3.2.3. Level Set Segmentation

To proceed with the smoke image quality enhancement results, we propose in this paper to adapt a nonlinear adaptive level set for smoke tracking refinement in video sequences. The level set-based method is an extension of the active contour without edges model proposed by Chan–Vese [39]. The simplified Chan–Vese model gives an approximation to an image in a piecewise constant piece; then, the same authors designed a penalty term by measuring the distance between the approximation and the original image, which helps the model be robust with noise. The model has been extended into many methods, e.g., the vector-valued images for color images [40], the multiphase level set [41], Tsai et al. [42] gave a piecewise smooth approximation for image segmentation and denoising derived from [39]. Ref. [43] proposed a maximum posterior (MAP) function to model the external energy. These methods are robust against the noise since they exploit the regional image features. However, they are inefficient in segmenting images with inhomogeneous regions due to the ignoring of local image features.

The nonlinear adaptive level set function presented by [44] evolves an initial curve by minimizing an energy function. The evolution of the curve takes into consideration local and global region features.

Let Φ be the level set function of an inputted gray level image defined on image domain Ω with C = {(x, y)|Φ(x, y) = 0} the zero-level set at the boundary region(C), Φ > 0 inside the contour C and Φ < 0 outside the contour region C.

The formulation of the energy function to be minimized for a gray-level image is as follows:

E_{g} (Φ) = μ \int_{Ω} \frac{1}{2} {(|\nabla Φ| - 1)}^{2} d x d y + λ \int_{Ω} δ_{ε} (Φ) g |\nabla Φ| d x d y + ν \int_{Ω} g H_{ε} (- Φ) d x d y

(8)

where the three terms of the right-hand side of (8) are, respectively, the penalization term, which controls the property of the signed distance during the evolution process of C, the weighted length of the curve, and the weighted area inside Φ.

μ, λ and ν

are the parameters controlling the effects of the three terms of the energy function.

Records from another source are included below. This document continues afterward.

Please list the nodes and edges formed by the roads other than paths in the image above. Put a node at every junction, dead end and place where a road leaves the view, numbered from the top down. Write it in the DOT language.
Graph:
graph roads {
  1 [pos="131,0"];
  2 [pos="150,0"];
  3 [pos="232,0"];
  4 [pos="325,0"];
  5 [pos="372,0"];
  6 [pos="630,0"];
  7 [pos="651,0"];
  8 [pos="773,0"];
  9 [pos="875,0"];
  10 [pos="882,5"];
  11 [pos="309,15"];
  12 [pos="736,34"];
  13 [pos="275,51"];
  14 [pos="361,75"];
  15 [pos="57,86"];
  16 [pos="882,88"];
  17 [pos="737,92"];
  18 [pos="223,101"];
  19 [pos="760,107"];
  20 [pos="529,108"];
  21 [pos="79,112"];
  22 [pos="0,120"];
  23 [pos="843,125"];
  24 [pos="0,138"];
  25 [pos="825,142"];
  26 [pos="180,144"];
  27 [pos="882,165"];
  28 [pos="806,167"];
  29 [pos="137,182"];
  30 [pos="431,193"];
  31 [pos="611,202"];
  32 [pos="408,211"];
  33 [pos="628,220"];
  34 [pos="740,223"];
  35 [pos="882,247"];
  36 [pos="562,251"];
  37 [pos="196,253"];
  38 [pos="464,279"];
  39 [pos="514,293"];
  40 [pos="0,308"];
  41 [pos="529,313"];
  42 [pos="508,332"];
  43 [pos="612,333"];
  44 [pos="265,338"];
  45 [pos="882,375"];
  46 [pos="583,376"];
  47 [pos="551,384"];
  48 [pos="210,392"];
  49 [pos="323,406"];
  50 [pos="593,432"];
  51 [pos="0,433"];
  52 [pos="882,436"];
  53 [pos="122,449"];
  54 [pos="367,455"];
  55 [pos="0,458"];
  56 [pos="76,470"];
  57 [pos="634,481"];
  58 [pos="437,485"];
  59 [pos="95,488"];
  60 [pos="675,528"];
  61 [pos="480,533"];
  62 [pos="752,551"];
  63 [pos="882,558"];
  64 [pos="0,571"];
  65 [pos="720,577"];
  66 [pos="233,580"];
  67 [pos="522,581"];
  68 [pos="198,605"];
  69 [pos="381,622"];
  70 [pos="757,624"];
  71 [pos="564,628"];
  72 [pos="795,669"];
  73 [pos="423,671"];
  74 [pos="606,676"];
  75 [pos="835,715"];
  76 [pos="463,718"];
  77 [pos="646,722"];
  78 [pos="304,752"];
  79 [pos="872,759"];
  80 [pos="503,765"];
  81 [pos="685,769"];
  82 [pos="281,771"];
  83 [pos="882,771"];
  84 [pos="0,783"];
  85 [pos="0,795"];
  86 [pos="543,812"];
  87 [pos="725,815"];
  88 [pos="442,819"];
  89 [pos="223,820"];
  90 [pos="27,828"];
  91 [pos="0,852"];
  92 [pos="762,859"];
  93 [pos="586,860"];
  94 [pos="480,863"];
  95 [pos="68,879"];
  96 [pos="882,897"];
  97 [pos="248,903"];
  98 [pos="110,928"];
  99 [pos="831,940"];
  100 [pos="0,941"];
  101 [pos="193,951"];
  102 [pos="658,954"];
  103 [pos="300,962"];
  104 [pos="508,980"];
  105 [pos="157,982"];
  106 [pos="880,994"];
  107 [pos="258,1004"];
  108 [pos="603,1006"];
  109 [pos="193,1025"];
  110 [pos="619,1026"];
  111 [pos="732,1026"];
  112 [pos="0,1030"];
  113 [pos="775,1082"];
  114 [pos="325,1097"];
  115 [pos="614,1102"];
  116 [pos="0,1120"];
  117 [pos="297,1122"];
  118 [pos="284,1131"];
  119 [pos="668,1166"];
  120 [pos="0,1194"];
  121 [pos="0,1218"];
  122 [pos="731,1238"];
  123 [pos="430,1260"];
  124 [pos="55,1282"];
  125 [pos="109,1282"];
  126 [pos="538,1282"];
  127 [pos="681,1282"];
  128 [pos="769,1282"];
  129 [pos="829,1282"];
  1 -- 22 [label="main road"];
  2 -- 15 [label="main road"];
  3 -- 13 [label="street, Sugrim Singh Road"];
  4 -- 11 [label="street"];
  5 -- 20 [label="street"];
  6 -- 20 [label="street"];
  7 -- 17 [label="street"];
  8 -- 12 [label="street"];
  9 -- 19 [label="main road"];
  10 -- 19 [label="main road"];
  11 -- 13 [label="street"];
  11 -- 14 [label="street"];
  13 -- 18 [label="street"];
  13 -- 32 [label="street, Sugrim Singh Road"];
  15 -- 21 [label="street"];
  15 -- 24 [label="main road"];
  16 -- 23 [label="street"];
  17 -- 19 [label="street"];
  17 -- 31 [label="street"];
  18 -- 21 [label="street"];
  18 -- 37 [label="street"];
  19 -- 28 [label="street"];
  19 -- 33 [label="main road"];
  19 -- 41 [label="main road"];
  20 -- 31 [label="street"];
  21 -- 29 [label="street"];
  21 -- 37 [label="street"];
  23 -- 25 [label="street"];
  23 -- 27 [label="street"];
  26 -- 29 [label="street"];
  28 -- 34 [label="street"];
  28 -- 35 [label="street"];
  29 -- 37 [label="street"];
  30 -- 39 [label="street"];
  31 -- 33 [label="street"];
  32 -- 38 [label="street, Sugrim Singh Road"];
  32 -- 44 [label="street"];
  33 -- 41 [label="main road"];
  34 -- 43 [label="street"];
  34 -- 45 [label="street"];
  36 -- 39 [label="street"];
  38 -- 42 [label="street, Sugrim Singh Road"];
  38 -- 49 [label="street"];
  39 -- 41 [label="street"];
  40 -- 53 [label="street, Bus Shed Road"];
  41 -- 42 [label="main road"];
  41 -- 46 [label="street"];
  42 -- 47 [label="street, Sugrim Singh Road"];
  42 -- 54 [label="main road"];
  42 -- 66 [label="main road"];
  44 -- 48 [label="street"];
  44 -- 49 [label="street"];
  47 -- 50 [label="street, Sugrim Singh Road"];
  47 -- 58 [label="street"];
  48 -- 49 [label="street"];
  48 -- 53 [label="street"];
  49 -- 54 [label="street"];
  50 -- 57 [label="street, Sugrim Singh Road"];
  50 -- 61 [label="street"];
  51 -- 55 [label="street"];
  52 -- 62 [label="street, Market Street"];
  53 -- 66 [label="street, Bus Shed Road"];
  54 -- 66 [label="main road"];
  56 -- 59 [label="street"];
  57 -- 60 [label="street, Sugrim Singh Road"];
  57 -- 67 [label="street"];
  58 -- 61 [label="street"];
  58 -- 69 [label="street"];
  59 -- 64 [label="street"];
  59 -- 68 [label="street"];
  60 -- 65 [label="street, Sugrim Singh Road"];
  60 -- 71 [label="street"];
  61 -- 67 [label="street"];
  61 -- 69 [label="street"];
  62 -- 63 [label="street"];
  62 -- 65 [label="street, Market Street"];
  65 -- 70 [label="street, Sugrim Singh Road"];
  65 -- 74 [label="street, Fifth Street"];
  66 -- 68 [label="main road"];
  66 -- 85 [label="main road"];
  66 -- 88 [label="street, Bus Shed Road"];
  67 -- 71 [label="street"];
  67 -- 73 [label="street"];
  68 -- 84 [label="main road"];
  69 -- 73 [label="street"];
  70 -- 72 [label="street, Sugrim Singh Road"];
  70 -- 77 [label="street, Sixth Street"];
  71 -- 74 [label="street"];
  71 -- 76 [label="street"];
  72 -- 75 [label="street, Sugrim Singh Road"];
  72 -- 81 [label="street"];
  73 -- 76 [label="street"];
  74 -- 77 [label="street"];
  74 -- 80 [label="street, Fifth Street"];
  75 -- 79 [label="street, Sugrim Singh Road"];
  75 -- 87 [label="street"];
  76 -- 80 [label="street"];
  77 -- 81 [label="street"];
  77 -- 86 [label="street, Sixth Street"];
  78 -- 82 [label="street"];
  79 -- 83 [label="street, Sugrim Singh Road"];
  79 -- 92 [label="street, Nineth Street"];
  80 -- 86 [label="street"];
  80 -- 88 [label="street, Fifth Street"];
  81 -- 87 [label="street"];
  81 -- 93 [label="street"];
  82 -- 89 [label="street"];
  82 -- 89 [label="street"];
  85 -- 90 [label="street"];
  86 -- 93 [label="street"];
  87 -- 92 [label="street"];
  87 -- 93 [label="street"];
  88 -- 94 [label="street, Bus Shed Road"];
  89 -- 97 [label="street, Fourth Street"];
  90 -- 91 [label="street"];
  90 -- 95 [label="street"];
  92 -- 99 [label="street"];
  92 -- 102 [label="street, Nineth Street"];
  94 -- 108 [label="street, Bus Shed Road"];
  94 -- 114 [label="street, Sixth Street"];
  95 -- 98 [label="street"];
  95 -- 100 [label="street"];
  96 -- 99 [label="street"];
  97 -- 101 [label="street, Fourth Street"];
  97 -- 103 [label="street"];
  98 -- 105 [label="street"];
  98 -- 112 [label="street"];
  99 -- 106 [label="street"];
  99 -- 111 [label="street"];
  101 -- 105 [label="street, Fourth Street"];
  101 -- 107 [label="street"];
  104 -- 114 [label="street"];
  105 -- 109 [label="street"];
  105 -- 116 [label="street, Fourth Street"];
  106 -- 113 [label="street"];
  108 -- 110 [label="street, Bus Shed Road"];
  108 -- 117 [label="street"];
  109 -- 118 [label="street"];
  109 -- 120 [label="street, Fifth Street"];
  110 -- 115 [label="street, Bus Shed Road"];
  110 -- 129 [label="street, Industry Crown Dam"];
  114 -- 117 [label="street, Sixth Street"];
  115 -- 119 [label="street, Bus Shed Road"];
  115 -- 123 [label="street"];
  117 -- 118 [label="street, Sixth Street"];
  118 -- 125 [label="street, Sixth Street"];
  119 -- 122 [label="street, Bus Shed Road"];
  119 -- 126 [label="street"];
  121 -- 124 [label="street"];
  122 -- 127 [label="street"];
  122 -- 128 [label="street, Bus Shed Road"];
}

Large μ and small λ help the algorithm to filter high-frequency noise and detect objects with finer details. H(.) is a regularized Heaviside function, and its derivative is the regularized Dirac function δ(.). g is an edge detector function.

The evolution direction function takes into account the global and local statistical features and is computed with a posterior probability obtained by the Bayesian rule. The conditional probability is obtained with a Gaussian function with color channels of an RGB image. The direction evolution function was determined as follows:

A d f (x, y) = \frac{1}{3} \sum_{j = 1}^{3} \frac{{(I_{j} (x, y) - μ_{1 j})}^{2}}{2 σ_{1 j}^{2}} - \frac{1}{3} \sum_{j = 1}^{3} \frac{{(I_{j} (x, y) - μ_{2 j})}^{2}}{2 σ_{2 j}^{2}} - \ln (\frac{1}{3} \sum_{j = 1}^{3} \frac{σ_{1 j}}{σ_{2 j}})

(9)

where j = 1, 2, 3 are the RGB channels, respectively, of a processed frame.

To increase the evolution speed of the level set function in the homogeneous regions and decrease it when crossing the real boundaries, a velocity parameter was adapted by [44]:

υ (x, y) = 2 [\frac{1}{1 + \exp (- ζ A d f (x, y))} - 0.5]

(10)

where ζ is a constant parameter that controls the nonlinear degree of the velocity. This parameter is computed by estimating the absolute difference between the current frame

I_{k}

and the previously processed frame

I_{k - 1}

. Each iteration is updated using the smoke motion feature to speed up the level set evolution [28].

The identification of the smoke regions is difficult since the model can not distinguish between smoke regions and clouds, and the task became more difficult in images with haze or fog or in daytime captured images. To overcome this challenge, it is crucial to accurately well estimate and automatically initialize the parameters to ameliorate the segmentation process accuracy. The proposed scheme contributes by ameliorating the obtained masks and decreasing the number of false negatives ROIs.

This first stage generates a binary mask for the candidate smoke area. This mask is used for the level set algorithm initialization. The adaptive level set proved his performance in detecting the smoke borders efficiently in different frames and segmenting the image regions into smoke and background. Hence, this model requires a good parameter estimation and a precise initialization of the level set functions. The parameters of the model are determined with an empirical assessment. An overview of the scheme is presented in Figure 4.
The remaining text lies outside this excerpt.